• Collected data:
• • • • • • •
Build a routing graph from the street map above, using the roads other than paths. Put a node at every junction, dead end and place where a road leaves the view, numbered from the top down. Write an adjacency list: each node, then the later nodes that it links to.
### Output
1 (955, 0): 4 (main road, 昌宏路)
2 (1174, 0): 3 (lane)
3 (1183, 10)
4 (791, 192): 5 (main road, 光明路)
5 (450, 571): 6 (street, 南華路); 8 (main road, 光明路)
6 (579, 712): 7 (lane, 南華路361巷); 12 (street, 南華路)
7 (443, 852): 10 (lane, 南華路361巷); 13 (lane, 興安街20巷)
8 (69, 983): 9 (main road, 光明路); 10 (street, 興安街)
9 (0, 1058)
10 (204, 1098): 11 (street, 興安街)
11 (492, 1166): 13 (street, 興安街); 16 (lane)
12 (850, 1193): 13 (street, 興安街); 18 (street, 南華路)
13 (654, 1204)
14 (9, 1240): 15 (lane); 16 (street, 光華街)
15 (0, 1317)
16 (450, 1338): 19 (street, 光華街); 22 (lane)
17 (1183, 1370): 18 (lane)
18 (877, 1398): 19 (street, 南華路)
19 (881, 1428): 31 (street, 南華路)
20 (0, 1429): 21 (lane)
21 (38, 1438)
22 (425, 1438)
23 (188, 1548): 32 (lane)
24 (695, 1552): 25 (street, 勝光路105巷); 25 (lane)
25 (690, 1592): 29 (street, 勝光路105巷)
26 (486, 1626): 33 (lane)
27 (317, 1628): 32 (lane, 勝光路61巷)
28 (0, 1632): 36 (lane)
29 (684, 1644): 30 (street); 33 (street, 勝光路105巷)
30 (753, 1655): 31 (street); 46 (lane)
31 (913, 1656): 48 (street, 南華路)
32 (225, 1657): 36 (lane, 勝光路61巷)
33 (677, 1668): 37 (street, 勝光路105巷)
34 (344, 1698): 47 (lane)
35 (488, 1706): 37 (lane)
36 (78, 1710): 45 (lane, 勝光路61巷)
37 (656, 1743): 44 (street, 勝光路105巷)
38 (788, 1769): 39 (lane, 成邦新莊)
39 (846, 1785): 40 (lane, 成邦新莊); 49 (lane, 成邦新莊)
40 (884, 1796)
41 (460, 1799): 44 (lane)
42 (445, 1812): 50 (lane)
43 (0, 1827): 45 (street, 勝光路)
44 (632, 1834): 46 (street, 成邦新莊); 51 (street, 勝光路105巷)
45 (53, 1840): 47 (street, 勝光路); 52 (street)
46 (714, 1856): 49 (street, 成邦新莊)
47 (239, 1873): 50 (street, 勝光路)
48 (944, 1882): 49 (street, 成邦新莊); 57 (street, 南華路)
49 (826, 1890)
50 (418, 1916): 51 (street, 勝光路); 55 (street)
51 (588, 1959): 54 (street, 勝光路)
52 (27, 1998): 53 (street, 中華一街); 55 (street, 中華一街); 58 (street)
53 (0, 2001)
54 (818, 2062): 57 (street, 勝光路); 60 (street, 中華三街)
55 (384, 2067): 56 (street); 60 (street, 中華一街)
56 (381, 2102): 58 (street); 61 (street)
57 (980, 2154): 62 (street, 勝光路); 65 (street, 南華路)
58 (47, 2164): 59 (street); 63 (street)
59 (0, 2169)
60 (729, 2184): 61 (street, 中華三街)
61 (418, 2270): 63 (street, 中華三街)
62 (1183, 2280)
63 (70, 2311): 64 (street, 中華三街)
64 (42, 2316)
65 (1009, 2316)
• • • • • • •
• Your objective: Could I ask you to return the records exactly and in full?

• Answer section:
Build a routing graph from the street map above, using the roads other than paths. Put a node at every junction, dead end and place where a road leaves the view, numbered from the top down. Write an adjacency list: each node, then the later nodes that it links to.
### Output
1 (955, 0): 4 (main road, 昌宏路)
2 (1174, 0): 3 (lane)
3 (1183, 10)
4 (791, 192): 5 (main road, 光明路)
5 (450, 571): 6 (street, 南華路); 8 (main road, 光明路)
6 (579, 712): 7 (lane, 南華路361巷); 12 (street, 南華路)
7 (443, 852): 10 (lane, 南華路361巷); 13 (lane, 興安街20巷)
8 (69, 983): 9 (main road, 光明路); 10 (street, 興安街)
9 (0, 1058)
10 (204, 1098): 11 (street, 興安街)
11 (492, 1166): 13 (street, 興安街); 16 (lane)
12 (850, 1193): 13 (street, 興安街); 18 (street, 南華路)
13 (654, 1204)
14 (9, 1240): 15 (lane); 16 (street, 光華街)
15 (0, 1317)
16 (450, 1338): 19 (street, 光華街); 22 (lane)
17 (1183, 1370): 18 (lane)
18 (877, 1398): 19 (street, 南華路)
19 (881, 1428): 31 (street, 南華路)
20 (0, 1429): 21 (lane)
21 (38, 1438)
22 (425, 1438)
23 (188, 1548): 32 (lane)
24 (695, 1552): 25 (street, 勝光路105巷); 25 (lane)
25 (690, 1592): 29 (street, 勝光路105巷)
26 (486, 1626): 33 (lane)
27 (317, 1628): 32 (lane, 勝光路61巷)
28 (0, 1632): 36 (lane)
29 (684, 1644): 30 (street); 33 (street, 勝光路105巷)
30 (753, 1655): 31 (street); 46 (lane)
31 (913, 1656): 48 (street, 南華路)
32 (225, 1657): 36 (lane, 勝光路61巷)
33 (677, 1668): 37 (street, 勝光路105巷)
34 (344, 1698): 47 (lane)
35 (488, 1706): 37 (lane)
36 (78, 1710): 45 (lane, 勝光路61巷)
37 (656, 1743): 44 (street, 勝光路105巷)
38 (788, 1769): 39 (lane, 成邦新莊)
39 (846, 1785): 40 (lane, 成邦新莊); 49 (lane, 成邦新莊)
40 (884, 1796)
41 (460, 1799): 44 (lane)
42 (445, 1812): 50 (lane)
43 (0, 1827): 45 (street, 勝光路)
44 (632, 1834): 46 (street, 成邦新莊); 51 (street, 勝光路105巷)
45 (53, 1840): 47 (street, 勝光路); 52 (street)
46 (714, 1856): 49 (street, 成邦新莊)
47 (239, 1873): 50 (street, 勝光路)
48 (944, 1882): 49 (street, 成邦新莊); 57 (street, 南華路)
49 (826, 1890)
50 (418, 1916): 51 (street, 勝光路); 55 (street)
51 (588, 1959): 54 (street, 勝光路)
52 (27, 1998): 53 (street, 中華一街); 55 (street, 中華一街); 58 (street)
53 (0, 2001)
54 (818, 2062): 57 (street, 勝光路); 60 (street, 中華三街)
55 (384, 2067): 56 (street); 60 (street, 中華一街)
56 (381, 2102): 58 (street); 61 (street)
57 (980, 2154): 62 (street, 勝光路); 65 (street, 南華路)
58 (47, 2164): 59 (street); 63 (street)
59 (0, 2169)
60 (729, 2184): 61 (street, 中華三街)
61 (418, 2270): 63 (street, 中華三街)
62 (1183, 2280)
63 (70, 2311): 64 (street, 中華三街)
64 (42, 2316)
65 (1009, 2316)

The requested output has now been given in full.